Siracınnûr | Otuzüçüncü Söz | 144
(131-171)

Nasıl ki; elvan-ı seb’a, ziyayı teşkil eder. Ve yeryüzünü tenvir eden o ziya, nasıl şüphesiz Güneşi gösterir. öyle de; o hikmet içindeki inâyet ve inâyet içindeki rahmet ve rahmet içindeki iaşe-i rızkî, nihayet derecede Hakîm, Kerîm, Rahîm , Rezzak bir Vâcibü’l-Vücûdun vahdetini ve kemâl-i Rubûbiyyetini büyük bir mikyasda yüksek bir derecede parlak bir sûrette gösterir.

İşte ey sersem münkir-i gafil! Göz önündeki bu hakimane, kerîmane, rahîmane , rezzakane terbiyyeti ve bu acîb ve harika ve mu’cize keyfiyyeti ne ile îzah edebilirsin? Senin gibi serseri tesadüfle mi? Ve kalbin gibi kör kuvvetle mi? Ve kafan gibi sağır tabiatla mı? Ve senin gibi âciz, câmid, câhil esbâbla mı? Yoksa nihayetsiz derecede mukaddes, münezzeh ve müberra, muallâ ve nihayetsiz derecede Kadîr, Alîm, Semi’, Basîr olan Zât-ı Zülcelâle, nihayetsiz derecede Âciz, câhil, sağır, kör mümkin, miskin olan “Tabiat” nâmını verip nihayetsiz hatâ işlemek mi istersin !

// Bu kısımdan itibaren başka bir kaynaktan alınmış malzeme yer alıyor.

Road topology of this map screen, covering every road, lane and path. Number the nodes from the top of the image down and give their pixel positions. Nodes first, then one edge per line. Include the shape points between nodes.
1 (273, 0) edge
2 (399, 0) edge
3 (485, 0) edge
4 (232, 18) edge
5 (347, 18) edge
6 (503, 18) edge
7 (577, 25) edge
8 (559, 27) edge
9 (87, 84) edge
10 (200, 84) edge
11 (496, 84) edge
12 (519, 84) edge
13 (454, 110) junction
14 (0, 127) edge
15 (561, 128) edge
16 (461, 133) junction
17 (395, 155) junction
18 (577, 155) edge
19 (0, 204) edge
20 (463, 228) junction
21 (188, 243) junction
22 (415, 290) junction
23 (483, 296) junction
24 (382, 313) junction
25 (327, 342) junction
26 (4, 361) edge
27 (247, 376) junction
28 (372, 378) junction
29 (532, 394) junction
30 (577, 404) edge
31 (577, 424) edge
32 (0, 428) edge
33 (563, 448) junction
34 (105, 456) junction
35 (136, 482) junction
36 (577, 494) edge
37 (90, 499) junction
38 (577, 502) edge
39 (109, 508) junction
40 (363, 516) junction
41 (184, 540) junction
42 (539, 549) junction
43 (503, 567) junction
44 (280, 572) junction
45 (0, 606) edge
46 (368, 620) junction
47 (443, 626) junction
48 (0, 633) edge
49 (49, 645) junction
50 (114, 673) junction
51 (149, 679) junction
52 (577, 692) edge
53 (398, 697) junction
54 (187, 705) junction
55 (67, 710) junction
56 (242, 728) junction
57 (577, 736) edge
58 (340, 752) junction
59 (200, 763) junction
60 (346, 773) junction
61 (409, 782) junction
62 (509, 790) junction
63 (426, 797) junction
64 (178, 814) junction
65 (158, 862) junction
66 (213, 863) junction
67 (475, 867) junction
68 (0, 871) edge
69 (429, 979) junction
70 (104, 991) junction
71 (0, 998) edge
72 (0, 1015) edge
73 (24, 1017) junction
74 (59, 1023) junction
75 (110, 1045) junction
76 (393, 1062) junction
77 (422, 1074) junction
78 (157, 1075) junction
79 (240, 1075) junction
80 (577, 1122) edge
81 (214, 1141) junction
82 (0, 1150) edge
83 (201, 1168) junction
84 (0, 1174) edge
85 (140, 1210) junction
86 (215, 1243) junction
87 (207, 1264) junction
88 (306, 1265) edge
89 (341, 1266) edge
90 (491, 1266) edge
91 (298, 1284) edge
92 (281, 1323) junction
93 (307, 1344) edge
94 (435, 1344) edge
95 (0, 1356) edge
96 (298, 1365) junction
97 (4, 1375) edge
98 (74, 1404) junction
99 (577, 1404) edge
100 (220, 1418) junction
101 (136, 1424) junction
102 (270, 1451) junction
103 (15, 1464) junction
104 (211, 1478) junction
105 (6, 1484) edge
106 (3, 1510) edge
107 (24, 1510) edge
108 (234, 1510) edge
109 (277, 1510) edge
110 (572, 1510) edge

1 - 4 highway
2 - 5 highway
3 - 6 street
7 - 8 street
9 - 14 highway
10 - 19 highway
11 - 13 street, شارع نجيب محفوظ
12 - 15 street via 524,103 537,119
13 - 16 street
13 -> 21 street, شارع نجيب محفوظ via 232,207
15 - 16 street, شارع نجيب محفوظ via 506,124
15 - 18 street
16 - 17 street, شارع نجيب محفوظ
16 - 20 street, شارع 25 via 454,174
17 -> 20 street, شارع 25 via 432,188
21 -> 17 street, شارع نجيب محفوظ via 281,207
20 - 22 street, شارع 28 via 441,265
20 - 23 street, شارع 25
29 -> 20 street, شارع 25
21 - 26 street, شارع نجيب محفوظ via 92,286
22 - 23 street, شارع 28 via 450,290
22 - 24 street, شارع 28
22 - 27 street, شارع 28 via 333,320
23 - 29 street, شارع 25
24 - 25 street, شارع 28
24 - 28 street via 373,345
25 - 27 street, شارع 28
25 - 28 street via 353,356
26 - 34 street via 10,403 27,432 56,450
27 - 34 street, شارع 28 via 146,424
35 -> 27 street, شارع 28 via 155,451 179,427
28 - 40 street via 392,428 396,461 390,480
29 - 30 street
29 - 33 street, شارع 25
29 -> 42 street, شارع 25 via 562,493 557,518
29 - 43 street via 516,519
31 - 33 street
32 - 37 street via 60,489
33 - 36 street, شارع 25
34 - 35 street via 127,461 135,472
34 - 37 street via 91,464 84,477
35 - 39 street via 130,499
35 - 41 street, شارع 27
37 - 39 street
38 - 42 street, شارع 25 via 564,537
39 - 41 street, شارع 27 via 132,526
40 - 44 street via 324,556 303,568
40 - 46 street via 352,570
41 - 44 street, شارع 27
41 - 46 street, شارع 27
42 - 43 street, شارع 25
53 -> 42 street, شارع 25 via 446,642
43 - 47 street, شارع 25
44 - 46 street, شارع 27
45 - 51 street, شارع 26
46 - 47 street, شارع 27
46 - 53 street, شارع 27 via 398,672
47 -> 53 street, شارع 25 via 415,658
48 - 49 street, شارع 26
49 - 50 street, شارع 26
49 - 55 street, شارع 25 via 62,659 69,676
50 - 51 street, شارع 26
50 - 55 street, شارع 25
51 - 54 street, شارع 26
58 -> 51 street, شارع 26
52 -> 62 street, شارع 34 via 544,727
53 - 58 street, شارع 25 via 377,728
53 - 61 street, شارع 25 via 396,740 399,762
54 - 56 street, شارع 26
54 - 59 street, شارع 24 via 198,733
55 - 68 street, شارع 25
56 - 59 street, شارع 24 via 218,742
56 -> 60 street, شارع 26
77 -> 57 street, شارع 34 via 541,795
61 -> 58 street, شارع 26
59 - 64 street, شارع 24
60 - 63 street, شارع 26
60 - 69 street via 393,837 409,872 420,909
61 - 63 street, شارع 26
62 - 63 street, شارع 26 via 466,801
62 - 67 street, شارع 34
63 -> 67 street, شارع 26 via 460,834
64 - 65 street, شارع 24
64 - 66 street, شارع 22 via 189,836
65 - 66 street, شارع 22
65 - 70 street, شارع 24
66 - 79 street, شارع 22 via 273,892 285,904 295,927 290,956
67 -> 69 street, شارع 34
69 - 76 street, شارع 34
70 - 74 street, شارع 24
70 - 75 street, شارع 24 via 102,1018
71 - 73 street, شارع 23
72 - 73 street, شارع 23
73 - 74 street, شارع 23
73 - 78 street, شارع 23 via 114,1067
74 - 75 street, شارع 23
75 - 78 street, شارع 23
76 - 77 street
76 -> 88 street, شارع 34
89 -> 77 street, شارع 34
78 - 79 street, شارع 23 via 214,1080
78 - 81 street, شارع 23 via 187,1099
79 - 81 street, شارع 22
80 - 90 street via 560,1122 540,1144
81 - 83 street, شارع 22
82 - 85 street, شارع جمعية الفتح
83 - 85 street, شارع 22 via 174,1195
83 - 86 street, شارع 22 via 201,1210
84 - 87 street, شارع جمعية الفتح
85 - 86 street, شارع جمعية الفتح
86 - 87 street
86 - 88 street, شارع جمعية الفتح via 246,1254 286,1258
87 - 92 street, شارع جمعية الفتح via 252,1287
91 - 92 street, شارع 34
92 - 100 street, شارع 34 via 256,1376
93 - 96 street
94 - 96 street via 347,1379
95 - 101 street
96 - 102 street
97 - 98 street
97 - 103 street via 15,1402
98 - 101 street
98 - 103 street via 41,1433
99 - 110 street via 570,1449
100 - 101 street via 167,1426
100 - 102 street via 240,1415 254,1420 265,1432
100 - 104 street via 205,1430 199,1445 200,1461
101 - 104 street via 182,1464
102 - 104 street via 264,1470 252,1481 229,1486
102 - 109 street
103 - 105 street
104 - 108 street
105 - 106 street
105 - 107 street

Hem Güneş gibi parlak şu hakîkatı hangi kuvvet ile söndürebilirsin! Hangi perde-i gaflet altında saklayabilirsin!

ON YEDİNCİ PENCERE

Zemînin yüzünü yaz zamanında temâşa edip görüyoruz ki: İcâd-ı eşyada müşevveşiyeti iktiza eden ve intizamsızlığa sebeb olan nihayetsiz sehavet ve bir cûd-u mutlak, gâyet derecede bir insicam ve intizam içinde görünüyor. İşte zemîn yüzünü tezyin eden bütün nebâtâtı gör.

Hem mîzansızlığı ve kabalığı iktiza eden îcad-ı eşyadaki sür’at-i mutlaka dahi kemâl-i mevzuniyyet içinde görünüyor. İşte zemîn yüzünü süslendiren bütün meyvelere bak.

Hem ehemmiyetsizliği, belki çirkinliği iktiza eden kesret-i mutlaka dahi, kemâl-i hüsnü san’at içinde görünüyor. İşte yeryüzünü yaldızlayan bütün çiçeklere bak !

Hem san’atsızlığı, basitliği iktiza eden îcad-ı eşyadaki sühûlet-i mutlaka dahi, nihayetsiz derecede sanatkârlık ve meharet ve ihtimamkârlık içinde görünüyor. İşte yeryüzündeki ağaç ve nebâtât cihâzâtının sandukçaları ve programları ve tarihçe-i hayatlarının kutucukları hükmünde olan bütün tohumlara , çekirdeklere dikkatle bak.